Il Messaggero. Il ciclismo è un po' più povero

| 08/02/2010 | 10:17
Quando, nella primavera del 2001, concluse la sua ultima Parigi-Roubaix al trentaduesimo posto, il pubblico del velodromo francese lo salutò con un lungo applauso, come fosse il vincitore. E lui, Franco Ballerini, il ”re del pavè”, ringraziò tutti mostrando la maglietta con la scritta “Merci Roubaix”. Da ciclista aveva costruito la sua carriera e la sua fama correndo da protagonista la più massacrante delle classiche, che disputò 13 volte, vincendola nel 1995 e nel 1998. I francesi lo amavano per quel carattere tenace, sempre battagliero, mai riluttante alla fatica, alla sofferenza. Ballerini era più conosciuto e apprezzato in Francia che in Italia, proprio per quel modo tutto personale di interpretare la più difficile delle corse in linee. Usciva dalla Foresta di Aremberg come un guerriero spartano, sempre pronto a sferrare l’assalto decisivo sugli acciottolati che rendono terribile e inimitabile la Roubaix. Nel finale lui c’era sempre a giocarsi il successo. Nel suo palmares figurano anche una Parigi-Bruxelles, una tappa al Giro e una Tre Valli Varesine. Aveva un problema, che ne ha condizionato la professione. Soffriva di una grave forma di allergia che, nei mesi primaverili, gli impediva di esprimersi al massimo nelle corse a tappe. Anche per questo motivo prese parte soltanto a 5 Giri d’Italia.

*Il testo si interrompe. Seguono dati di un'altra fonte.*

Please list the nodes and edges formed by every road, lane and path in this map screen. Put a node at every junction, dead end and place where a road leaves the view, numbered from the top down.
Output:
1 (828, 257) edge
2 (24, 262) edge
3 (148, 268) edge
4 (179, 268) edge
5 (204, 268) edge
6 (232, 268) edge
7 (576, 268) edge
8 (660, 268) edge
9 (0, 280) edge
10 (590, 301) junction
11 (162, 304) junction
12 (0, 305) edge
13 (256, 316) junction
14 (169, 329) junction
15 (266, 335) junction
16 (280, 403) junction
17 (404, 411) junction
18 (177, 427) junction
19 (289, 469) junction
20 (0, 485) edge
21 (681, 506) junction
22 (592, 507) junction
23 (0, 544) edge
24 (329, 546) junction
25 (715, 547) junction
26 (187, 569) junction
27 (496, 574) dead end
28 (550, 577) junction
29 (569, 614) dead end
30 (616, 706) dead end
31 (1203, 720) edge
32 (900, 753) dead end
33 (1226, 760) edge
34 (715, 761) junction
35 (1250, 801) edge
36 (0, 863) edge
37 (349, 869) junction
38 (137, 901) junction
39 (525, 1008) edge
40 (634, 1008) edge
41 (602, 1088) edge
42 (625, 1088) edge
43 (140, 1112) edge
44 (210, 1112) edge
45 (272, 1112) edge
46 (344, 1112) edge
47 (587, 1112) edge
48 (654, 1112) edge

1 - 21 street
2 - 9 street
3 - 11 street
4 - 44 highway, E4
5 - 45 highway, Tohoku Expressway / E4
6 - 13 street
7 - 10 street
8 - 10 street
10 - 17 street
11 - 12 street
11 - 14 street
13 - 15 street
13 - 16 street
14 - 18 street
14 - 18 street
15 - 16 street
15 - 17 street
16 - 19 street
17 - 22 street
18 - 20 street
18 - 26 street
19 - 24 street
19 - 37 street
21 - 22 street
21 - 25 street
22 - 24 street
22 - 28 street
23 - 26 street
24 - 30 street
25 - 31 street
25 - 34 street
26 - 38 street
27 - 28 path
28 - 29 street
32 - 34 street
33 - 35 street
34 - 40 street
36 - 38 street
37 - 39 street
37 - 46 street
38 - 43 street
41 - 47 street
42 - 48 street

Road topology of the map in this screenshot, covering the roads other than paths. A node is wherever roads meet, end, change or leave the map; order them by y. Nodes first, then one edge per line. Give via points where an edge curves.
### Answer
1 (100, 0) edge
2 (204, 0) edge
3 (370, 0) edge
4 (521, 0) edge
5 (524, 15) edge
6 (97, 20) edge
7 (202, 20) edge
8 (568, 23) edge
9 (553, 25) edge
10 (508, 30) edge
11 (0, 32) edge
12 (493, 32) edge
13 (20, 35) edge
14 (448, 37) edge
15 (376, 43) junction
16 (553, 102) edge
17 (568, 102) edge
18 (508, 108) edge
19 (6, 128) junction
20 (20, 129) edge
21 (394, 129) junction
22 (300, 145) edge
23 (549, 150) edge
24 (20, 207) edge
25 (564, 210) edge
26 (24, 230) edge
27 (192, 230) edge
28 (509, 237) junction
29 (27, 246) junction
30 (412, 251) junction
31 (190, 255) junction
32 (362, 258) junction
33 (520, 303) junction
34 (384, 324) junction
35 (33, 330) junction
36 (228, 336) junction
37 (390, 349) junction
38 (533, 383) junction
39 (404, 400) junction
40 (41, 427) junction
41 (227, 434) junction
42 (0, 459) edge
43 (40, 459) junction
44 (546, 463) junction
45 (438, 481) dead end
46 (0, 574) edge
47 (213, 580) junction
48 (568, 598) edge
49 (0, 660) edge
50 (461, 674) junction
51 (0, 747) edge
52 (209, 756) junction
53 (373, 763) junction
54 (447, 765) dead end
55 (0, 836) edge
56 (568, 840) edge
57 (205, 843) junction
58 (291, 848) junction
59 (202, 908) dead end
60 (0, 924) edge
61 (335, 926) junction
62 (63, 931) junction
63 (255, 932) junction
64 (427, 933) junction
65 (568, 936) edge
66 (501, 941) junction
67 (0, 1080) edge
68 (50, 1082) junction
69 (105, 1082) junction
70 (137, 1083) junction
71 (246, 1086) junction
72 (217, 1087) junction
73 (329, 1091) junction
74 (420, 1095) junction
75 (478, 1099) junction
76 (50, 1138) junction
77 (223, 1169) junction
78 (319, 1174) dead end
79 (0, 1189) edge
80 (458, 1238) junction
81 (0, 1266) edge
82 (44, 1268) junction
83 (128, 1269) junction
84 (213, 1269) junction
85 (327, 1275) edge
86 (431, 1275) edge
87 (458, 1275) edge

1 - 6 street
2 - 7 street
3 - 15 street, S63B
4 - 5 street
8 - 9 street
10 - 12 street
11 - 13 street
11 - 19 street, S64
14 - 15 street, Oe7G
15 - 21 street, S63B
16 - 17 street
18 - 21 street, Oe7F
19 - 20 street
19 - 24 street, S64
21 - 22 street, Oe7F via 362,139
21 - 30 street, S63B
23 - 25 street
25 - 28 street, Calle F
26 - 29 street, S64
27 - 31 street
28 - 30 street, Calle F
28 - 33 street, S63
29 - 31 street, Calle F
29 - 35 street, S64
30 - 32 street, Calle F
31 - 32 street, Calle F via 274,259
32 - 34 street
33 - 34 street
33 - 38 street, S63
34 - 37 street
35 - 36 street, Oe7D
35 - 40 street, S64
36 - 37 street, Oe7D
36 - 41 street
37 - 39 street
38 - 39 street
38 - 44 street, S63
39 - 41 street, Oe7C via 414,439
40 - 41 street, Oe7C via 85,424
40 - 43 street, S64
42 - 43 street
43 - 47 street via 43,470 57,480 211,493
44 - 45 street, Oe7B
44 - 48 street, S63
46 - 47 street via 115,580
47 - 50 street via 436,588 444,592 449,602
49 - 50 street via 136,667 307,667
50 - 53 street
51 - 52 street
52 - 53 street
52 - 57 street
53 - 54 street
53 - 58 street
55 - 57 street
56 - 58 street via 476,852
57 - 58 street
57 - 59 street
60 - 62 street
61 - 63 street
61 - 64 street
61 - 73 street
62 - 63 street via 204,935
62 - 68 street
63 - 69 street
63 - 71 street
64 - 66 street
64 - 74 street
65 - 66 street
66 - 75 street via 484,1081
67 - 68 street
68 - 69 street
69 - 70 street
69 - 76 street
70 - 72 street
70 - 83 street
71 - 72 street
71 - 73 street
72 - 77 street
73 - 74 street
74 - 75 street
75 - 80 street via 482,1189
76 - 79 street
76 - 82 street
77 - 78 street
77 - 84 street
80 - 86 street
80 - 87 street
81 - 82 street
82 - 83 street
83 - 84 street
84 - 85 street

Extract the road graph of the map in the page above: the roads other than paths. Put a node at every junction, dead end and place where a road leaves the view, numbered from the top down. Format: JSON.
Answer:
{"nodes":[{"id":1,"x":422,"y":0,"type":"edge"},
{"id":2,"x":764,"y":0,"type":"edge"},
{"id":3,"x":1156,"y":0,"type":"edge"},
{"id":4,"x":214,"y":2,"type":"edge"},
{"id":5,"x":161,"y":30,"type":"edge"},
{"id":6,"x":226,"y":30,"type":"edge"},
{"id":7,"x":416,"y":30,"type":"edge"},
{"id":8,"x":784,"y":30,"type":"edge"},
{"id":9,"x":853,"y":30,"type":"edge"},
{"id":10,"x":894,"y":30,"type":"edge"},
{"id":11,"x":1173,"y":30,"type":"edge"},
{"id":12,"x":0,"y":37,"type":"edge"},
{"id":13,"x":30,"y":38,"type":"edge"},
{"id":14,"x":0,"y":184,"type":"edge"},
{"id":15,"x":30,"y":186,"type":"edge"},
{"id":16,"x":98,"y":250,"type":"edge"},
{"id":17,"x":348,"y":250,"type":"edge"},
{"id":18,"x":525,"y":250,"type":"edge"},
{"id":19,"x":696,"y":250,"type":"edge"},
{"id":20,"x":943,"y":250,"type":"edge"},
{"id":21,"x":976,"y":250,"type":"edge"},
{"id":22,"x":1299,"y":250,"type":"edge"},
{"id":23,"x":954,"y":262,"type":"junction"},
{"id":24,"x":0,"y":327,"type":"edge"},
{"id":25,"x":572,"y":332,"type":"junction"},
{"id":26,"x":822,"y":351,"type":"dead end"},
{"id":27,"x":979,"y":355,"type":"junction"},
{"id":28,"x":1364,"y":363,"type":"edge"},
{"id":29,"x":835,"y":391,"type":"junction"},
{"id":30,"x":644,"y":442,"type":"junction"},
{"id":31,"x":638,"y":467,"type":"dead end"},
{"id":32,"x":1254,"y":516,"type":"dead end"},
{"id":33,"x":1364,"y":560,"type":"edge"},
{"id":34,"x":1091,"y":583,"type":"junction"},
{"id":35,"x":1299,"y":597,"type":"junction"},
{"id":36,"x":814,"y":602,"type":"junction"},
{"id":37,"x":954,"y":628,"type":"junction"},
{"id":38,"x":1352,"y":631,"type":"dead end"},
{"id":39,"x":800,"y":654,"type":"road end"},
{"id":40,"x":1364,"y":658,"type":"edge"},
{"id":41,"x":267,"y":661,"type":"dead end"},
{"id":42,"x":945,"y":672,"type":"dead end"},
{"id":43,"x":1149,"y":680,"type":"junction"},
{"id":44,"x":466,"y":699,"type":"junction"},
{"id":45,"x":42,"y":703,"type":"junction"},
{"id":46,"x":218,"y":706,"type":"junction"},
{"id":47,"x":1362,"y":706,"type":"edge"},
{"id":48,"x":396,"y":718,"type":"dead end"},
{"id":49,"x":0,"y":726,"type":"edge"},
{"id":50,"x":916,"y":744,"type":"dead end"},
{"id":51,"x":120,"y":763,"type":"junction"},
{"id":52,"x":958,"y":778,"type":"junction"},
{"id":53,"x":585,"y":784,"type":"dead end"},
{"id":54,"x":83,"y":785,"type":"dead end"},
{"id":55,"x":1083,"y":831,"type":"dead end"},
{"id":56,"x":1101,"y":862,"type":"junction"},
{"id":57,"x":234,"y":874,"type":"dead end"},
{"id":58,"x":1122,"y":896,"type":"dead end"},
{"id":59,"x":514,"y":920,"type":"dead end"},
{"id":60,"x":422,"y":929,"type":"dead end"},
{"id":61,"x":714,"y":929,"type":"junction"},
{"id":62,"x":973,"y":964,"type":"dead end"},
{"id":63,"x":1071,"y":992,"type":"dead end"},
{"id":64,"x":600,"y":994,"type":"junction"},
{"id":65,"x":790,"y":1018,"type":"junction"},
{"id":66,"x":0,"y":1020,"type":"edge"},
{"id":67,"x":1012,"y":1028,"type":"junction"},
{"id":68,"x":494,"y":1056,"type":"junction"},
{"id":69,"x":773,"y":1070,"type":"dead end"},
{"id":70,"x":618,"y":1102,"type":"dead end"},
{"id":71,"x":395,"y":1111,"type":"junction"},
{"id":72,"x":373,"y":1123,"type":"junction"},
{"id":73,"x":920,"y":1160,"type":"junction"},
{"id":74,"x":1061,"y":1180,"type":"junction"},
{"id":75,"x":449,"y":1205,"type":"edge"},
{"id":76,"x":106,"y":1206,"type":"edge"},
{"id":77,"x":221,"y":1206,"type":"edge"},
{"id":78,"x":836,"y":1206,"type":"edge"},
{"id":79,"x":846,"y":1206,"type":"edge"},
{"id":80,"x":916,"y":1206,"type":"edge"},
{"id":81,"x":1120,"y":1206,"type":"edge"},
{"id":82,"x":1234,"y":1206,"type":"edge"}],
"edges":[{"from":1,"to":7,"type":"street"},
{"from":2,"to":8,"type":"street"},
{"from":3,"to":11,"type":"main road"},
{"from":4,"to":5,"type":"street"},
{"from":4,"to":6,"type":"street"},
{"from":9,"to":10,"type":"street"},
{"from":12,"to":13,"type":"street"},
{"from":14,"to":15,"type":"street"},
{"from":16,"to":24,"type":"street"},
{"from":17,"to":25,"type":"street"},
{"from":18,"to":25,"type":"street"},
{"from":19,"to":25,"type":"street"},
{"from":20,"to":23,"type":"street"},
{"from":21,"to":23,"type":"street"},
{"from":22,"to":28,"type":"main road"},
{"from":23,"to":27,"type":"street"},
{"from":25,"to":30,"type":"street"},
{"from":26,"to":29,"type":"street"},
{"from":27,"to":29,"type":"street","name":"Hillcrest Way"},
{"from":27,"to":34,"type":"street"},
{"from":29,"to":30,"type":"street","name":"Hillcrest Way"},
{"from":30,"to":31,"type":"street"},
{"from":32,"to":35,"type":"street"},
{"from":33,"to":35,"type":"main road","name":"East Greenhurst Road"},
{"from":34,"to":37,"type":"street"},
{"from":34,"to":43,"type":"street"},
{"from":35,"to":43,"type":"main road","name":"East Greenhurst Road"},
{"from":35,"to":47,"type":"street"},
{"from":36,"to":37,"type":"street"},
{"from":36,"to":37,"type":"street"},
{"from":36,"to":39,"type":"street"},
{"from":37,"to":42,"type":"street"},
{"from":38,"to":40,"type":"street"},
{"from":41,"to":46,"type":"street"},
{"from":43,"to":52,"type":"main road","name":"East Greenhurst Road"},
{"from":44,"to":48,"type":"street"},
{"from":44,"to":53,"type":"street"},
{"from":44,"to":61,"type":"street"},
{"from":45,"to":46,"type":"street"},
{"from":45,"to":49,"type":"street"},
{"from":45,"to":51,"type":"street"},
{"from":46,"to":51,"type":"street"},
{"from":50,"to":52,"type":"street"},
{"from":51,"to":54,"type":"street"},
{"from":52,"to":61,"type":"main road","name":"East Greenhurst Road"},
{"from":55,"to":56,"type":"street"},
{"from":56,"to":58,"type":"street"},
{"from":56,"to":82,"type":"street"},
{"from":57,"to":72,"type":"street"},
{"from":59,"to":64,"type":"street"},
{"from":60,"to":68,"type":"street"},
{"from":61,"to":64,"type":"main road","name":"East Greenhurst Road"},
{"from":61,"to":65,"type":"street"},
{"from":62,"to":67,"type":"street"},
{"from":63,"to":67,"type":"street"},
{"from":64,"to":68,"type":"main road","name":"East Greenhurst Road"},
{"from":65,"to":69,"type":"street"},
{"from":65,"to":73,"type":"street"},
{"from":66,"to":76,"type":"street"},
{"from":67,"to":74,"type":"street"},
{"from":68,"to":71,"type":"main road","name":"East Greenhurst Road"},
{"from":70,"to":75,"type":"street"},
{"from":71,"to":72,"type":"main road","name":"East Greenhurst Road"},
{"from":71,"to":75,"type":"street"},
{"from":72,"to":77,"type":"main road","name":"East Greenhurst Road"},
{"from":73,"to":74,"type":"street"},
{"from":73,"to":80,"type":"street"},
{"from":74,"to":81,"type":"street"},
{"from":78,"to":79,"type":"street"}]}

La rinuncia di Giuseppe Saronni gli regalò la grande chance di scendere dalla bicicletta per salire, appena 3 mesi dopo, sull’ammiraglia dell’Italia. La svolta della vita. Nel 2001, sponsorizzato dallo storico ct, Alfredo Martini, che lo considerava alla stregua di un figlio, Ballerini divenne commissario tecnico a soli 37 anni. Sceglieva il ciclista sul quale puntare e, attorno a questo progetto, spesso vincente, costruiva la squadra, l’unica nazionale insieme soltanto per una giornata all’anno. Un’avventura esaltante e costellata di successi: ben 4 Mondiali (Cipollini, Bettini 2 volte, Ballan: 3 titoli consecutivi) e una medaglia d’oro alle Olimpiadi di Atene, ancora con Paolo Bettini, suo grande amico. All’ultimo Mondiale di Mendrisio ha voluto al suo fianco proprio Bettini per cementare quel rapporto, fra tecnico e ciclisti, che Ballerini ha sempre curato con particolare attenzione. Dei corridori ha saputo interpretare gli umori, le sensazioni e le difficoltà di coesistenza. Ma, con abilità e tatto, ne ha smussato comunque gli angoli, parlando sempre con chiarezza a tutti e costruendo una squadra compatta. E tutti gli hanno sempre garantito il massimo in nome della maglia azzurra.
Sposato con 2 figli, amava la caccia e gli amici, era sorridente, affabile, disponibile. Da un paio d’anni aveva scoperto la passione per i motori perché, da ex atleta, gli piacevano ancora l’agonismo, le sfide, le avventure. L’esordio su un’auto da rally risale al 2009, quella passione che l’ha portato alla morte. Tifoso dell’Inter, ne seguiva spesso le vicende con grande partecipazione, lo sport era comunque il suo mondo quotidiano. Sapeva e studiava di ciclismo e, nel mese scorso, aveva già compiuto una ricognizione sul percorso del prossimo campionato del mondo, quello che si correrà a Melbourne il 3 ottobre. Lo aveva voluto visionare in anticipo per cominciare la preparazione del piano azzurro. Era meticoloso e attento e voleva vincere ancora, com’era nel suo carattere. Ad aprile, gli organizzatori della Roubaix, lo ricorderanno come un “grande”: questo significa che Franco Ballerini ha lasciato anche un segno profondo come atleta, oltre che un vuoto incolmabile in tutto il mondo del ciclismo.